A young girl stands on a rock overlooking Loch Coruisk, in the Cuillin hills of the Isle of Skye. ©Ilan Shacham/Getty Images

 4. Isle of Skye

Of all Scotland’s many islands, Skye is the most famous and best loved by visitors, thanks to a mix of history (the island’s link to Bonnie Prince Charlie is forever remembered by ‘The Skye Boat Song’), accessibility (the ferry from the mainland has been replaced by a bridge) and sheer beauty. With jagged mountains, velvet moors and towering sea cliffs, Skye’s scenery never fails to impress. And for those days when the mist comes in, there are plenty of castles and local museums to explore, and cosy pubs to enjoy.

The South West Coast Path from Trevan Point looking out to Port Isaac on the north coast of Cornwall. ©Helen Hotson/Getty Images

 5. England Coast Path

Britain’s epic, seemingly endless coastline is without doubt one of its major draws.
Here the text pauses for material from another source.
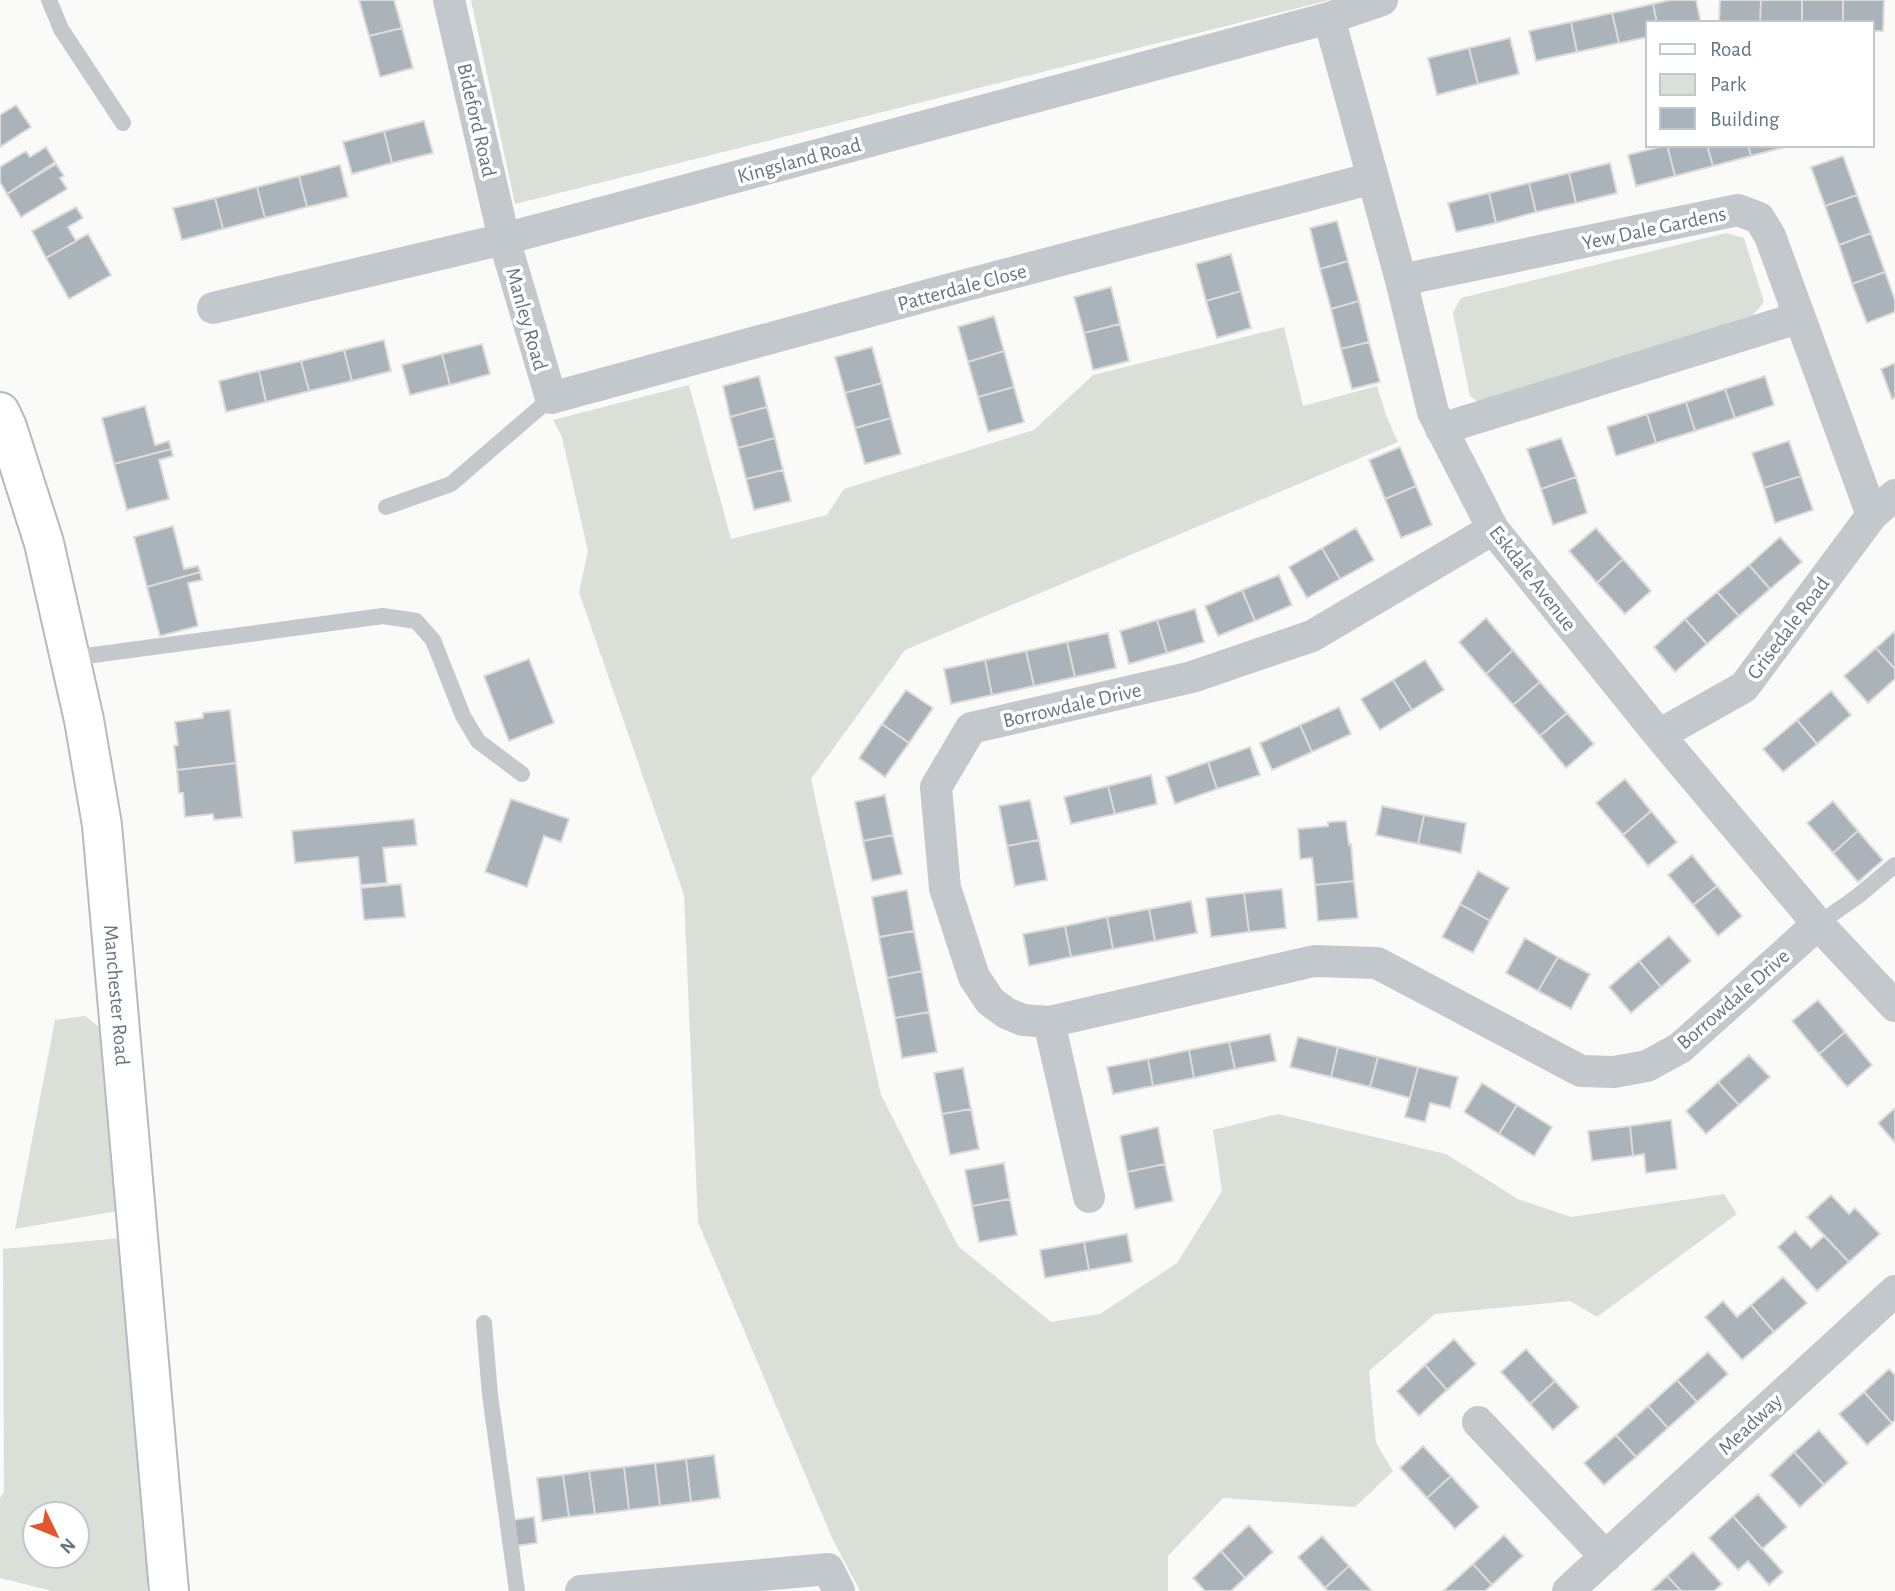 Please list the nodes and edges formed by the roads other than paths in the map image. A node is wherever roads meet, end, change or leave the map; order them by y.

With its white beaches, wind-blown cliffs, lonely lighthouses and craggy headlands, it’s a feast for the eyes – and it’s completely free for everyone to explore, thanks to a network of public coast paths. Trails already exist around the coastlines of Wales, Scotland and the South West, and in 2020 they’ll be joined by the new England Coast Path – which, at 2795 miles long, will be the longest anywhere in Europe.